Looking to help the integrator determine the best approach to choosing video management products, SD&I polled the industry for answers. The responses were consistent and sometimes varied but nonetheless beneficial for helping integrators sift through the myriad choices and options available. It’s all about adding value and staying ahead of trends. How can an integrator and value-added reseller (VAR) determine what they need? What’s the starting point for them? As a business person, it is important to stay ahead of new developments; what sells today may not sell tomorrow. This month, leaders in video technology are taking their predictions to the bank and weighing in on the burning question: is video management software beginning to be virtualized or distributed as Software as a Service or other?
“Start by outlining end-user needs. Ask such questions as: how many cameras?; where are those cameras located?; what is the recording schedule?; will there be other systems integrated into the solution like access control?; do they need advanced applications such as video analytics? Information gathering is an important element of the service provided. TRENDS Video analytics, access control and other systems including building management, human resources, operations and manufacturing will be integrated in some way. Integration and unification is key—open platforms and systems are where the industry must go to grow. Interoperability will be a requirement by end-users, rather than a differentiator. VIRTUALIZATION Managed services for video surveillance is an application that will be here in the future and offered by service providers.” —Eli Gorovici, president and CEO, DVTel
“It comes down to information gathering when determining the best solution. Questions to ask include: does the VMS support existing/installed hardware?; what hardware is supported?; what other applications are supported—access control, point of sale (POS) data, analytics? TRENDS We expect the North American VMS market to increase by 30 percent in 2010. Some key drivers for increasing VMS sales are the desire for video content analysis, the need to provide the right users the right access to the right video at the right time, desire to integrate multiple applications and migration to IP and the development of IP standards.

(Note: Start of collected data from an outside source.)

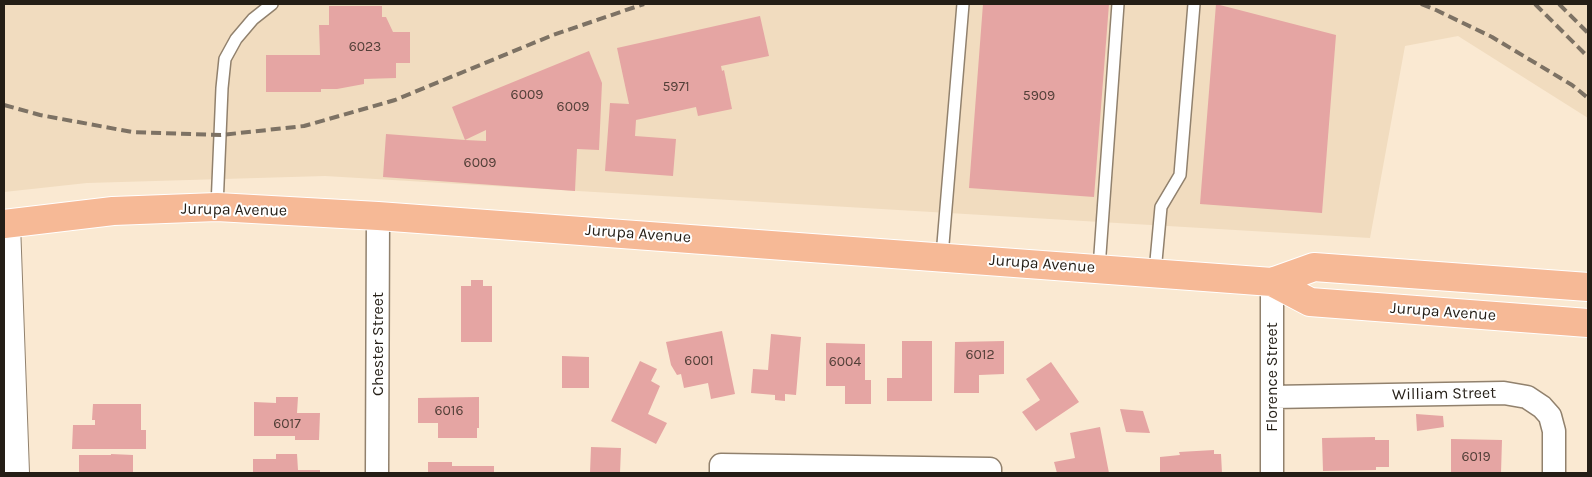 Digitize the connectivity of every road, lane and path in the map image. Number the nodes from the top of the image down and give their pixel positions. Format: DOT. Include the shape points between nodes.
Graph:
graph roads {
  1 [pos="272,4"];
  2 [pos="963,4"];
  3 [pos="1118,4"];
  4 [pos="1194,4"];
  5 [pos="217,207"];
  6 [pos="378,216"];
  7 [pos="5,224"];
  8 [pos="942,256"];
  9 [pos="1099,268"];
  10 [pos="1155,272"];
  11 [pos="1272,282"];
  12 [pos="1588,287"];
  13 [pos="1588,323"];
  14 [pos="1272,397"];
  15 [pos="721,469"];
  16 [pos="15,473"];
  17 [pos="377,473"];
  18 [pos="990,473"];
  19 [pos="1272,473"];
  20 [pos="1554,473"];
  1 -- 5 [label="lane" via="236,38 225,59"];
  2 -- 8 [label="lane"];
  3 -- 9 [label="lane"];
  4 -- 10 [label="lane" via="1180,175 1161,207"];
  5 -- 6 [label="main road, Jurupa Avenue"];
  5 -- 7 [label="main road, Jurupa Avenue" via="113,211"];
  6 -- 8 [label="main road, Jurupa Avenue"];
  6 -- 17 [label="street, Chester Street"];
  7 -- 16 [label="street"];
  8 -- 9 [label="main road, Jurupa Avenue"];
  9 -- 10 [label="main road, Jurupa Avenue"];
  10 -- 11 [label="main road, Jurupa Avenue"];
  11 -- 12 [label="main road, Jurupa Avenue" via="1314,267"];
  11 -- 13 [label="main road, Jurupa Avenue" via="1310,302"];
  11 -- 14 [label="street, Florence Street"];
  14 -- 19 [label="street, Florence Street"];
  14 -- 20 [label="street, William Street" via="1504,393 1527,397 1550,416 1554,431"];
  15 -- 18 [label="street" via="990,469"];
}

VIRTUALIZATION VMS is sold and distributed like other software packages. You can purchase the software and appropriate licenses or you can purchase the software preloaded and configured on server and the appropriate licenses for your application.” —Mike Harvey, senior marketing manager, Honeywell Video Systems
“In the security integrator/customer relationship, act as a trusted advisor with an understanding of the entire picture. Provide realistic expectations now and into the future as customers find it interesting how products have evolved, where they came from and where they are going. TRENDS My predictions for future technology would be the eventual elimination of the video recorder. Virtual video recorders will be available which offer features such as cameras, encoders and network storage devices to record directly to network storage—eliminating costly recorders. VIRTUALIZATION Video management software is beginning to be virtualized. Clients have virtualized their VMS by burying it behind browser interfaces and hosting it as a monthly service. We can’t lose sight of the fact that hosted video, as a service, often needs an integrator to help users decide what types of cameras are used and where, as well as to provide ongoing support and integration with other systems.” —Mark Kolar, executive vice president of Strategic Alliances and Corporate Strategy, IPVision Software.
“At first glance, it may appear complicated; looking at all the specifications, as each may appear to perform similar functions. The checklist to determine a best fit, includes: IP camera compatibility; does it support needed functions?; Is there long-term reliability? A good approach could be to ask someone with a wide range of product experience in many different environments. TRENDS Installation and set up will become easier along with video analytics incorporating better performance. VIRTUALIZATION There’s been a debate about using more edge intelligence but that gets complicated and there’s a problem because the potential is there to get locked into hardware that makes the system less expandable in the future.” —Bob Mesnik, president, Kintronics
“The perceived complexity of VMS products and the need to protect existing video surveillance investments is an industry challenge. There are key considerations: determine which video management product is best suited; consider whether or not your organization has the resources to market, sell, install and support multiple vendor products; and find a product that will increase market share. TRENDS The trend continues for VMS systems gradually shifting within many organizations to the IT department. High expectations remain when it comes to communications and networking equipment. In the near future, it is likely that VMS manufacturers will be driven to develop applications focused on device topology management, which can manage and identify critical issues on large unified communication networks from a single application. An area that will transform video surveillance software applications is the use of policy-based content management. These content management applications are separate from the core video surveillance management software. This creates additional tools that administrators and users must manage and which increase the total cost of ownership over the life of the system.” —Jesse Frye, product marketing manager, March Networks.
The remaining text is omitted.